• Task description: Copy every line of the records below where the word "Kayışoğlu" occurs.

• Stored data:
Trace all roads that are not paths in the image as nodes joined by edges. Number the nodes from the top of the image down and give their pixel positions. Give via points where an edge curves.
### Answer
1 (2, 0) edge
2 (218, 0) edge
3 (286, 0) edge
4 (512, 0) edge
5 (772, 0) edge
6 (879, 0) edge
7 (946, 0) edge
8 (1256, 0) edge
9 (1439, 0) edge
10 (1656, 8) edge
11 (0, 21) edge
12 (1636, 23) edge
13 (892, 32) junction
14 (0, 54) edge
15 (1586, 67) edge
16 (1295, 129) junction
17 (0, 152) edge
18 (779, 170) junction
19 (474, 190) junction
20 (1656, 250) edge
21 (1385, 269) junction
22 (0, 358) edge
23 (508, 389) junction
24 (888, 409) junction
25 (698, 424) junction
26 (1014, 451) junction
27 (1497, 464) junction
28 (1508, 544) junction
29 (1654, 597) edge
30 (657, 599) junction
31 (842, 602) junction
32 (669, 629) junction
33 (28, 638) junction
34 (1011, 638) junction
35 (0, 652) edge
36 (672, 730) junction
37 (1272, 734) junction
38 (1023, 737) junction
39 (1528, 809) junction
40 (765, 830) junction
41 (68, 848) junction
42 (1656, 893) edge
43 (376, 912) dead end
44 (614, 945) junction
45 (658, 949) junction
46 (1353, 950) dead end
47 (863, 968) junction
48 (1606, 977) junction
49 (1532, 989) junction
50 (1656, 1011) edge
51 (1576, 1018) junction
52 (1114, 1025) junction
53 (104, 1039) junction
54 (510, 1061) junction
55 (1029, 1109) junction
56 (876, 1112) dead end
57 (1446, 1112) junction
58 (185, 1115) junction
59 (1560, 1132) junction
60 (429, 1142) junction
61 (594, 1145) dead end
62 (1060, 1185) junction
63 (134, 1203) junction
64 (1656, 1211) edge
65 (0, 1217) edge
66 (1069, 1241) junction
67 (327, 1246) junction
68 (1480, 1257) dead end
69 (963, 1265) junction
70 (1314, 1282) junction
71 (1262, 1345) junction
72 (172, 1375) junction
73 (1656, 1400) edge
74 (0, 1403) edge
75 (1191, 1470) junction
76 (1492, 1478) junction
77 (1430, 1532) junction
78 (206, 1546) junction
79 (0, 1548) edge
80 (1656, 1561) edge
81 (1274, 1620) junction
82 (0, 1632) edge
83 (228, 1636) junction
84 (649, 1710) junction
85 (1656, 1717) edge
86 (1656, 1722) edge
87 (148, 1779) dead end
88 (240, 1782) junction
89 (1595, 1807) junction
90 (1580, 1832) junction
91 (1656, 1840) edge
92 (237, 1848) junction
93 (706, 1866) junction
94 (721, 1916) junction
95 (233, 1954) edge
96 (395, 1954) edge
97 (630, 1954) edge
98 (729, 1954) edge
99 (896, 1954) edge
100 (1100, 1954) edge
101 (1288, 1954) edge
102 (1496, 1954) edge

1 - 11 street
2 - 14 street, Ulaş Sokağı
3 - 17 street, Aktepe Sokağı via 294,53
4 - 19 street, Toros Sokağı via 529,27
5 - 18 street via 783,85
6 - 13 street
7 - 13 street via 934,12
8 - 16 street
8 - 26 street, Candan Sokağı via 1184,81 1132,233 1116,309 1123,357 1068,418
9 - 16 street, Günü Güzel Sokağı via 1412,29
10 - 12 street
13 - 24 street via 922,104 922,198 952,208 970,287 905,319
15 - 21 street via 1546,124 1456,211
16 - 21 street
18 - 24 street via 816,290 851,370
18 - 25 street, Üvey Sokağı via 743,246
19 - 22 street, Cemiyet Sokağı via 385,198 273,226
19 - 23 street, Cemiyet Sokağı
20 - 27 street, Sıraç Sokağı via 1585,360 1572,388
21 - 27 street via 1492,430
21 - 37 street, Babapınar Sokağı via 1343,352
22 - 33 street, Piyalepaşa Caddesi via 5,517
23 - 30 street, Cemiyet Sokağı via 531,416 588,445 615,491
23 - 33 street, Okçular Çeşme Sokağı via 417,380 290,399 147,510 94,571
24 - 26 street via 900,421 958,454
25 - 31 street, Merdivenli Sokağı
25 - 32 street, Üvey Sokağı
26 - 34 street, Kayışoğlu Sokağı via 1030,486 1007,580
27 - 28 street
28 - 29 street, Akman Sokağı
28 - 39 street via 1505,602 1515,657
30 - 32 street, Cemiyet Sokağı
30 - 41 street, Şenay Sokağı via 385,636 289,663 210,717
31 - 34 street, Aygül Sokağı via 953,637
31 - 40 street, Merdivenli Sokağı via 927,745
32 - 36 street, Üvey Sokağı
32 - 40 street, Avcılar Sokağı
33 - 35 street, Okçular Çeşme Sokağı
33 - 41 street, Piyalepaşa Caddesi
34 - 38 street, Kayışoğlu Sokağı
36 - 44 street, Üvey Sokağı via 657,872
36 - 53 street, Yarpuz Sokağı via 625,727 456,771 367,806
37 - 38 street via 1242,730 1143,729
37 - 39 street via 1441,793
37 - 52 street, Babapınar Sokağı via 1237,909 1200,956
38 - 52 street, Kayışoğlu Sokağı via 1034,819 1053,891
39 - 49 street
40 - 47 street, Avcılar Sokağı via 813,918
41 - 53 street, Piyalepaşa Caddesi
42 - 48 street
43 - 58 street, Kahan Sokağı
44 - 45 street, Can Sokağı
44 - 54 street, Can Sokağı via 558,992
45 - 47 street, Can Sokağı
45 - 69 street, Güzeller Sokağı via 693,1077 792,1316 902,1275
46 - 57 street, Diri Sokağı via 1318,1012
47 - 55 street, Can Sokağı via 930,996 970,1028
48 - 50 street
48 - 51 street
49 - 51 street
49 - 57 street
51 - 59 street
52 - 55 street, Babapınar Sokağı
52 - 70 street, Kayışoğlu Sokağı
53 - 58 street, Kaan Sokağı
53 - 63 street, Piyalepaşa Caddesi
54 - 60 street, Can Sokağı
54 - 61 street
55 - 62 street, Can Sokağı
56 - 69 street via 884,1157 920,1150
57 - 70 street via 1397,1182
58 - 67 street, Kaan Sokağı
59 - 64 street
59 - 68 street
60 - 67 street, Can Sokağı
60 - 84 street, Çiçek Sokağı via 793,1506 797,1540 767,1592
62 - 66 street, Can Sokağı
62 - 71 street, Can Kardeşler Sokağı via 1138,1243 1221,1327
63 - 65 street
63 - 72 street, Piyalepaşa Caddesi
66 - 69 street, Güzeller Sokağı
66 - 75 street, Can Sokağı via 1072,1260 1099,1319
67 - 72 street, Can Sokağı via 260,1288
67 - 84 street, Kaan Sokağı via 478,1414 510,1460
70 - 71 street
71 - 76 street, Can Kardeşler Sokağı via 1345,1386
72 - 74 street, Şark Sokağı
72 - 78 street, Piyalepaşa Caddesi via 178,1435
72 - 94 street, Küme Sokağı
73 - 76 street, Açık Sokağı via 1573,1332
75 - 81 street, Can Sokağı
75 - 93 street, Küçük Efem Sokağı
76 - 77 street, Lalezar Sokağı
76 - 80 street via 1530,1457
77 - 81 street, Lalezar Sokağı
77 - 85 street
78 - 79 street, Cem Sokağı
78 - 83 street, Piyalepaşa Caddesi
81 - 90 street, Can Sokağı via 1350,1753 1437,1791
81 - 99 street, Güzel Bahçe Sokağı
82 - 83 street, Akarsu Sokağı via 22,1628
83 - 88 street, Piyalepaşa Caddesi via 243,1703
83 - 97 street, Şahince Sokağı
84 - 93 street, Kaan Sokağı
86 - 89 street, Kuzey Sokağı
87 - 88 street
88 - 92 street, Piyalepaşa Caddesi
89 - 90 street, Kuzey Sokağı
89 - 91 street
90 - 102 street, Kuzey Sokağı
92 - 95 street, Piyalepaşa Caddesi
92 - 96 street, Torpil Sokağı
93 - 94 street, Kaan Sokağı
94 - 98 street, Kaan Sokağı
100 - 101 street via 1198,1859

• Answer for this exercise:
26 - 34 street, Kayışoğlu Sokağı via 1030,486 1007,580
34 - 38 street, Kayışoğlu Sokağı
38 - 52 street, Kayışoğlu Sokağı via 1034,819 1053,891
52 - 70 street, Kayışoğlu Sokağı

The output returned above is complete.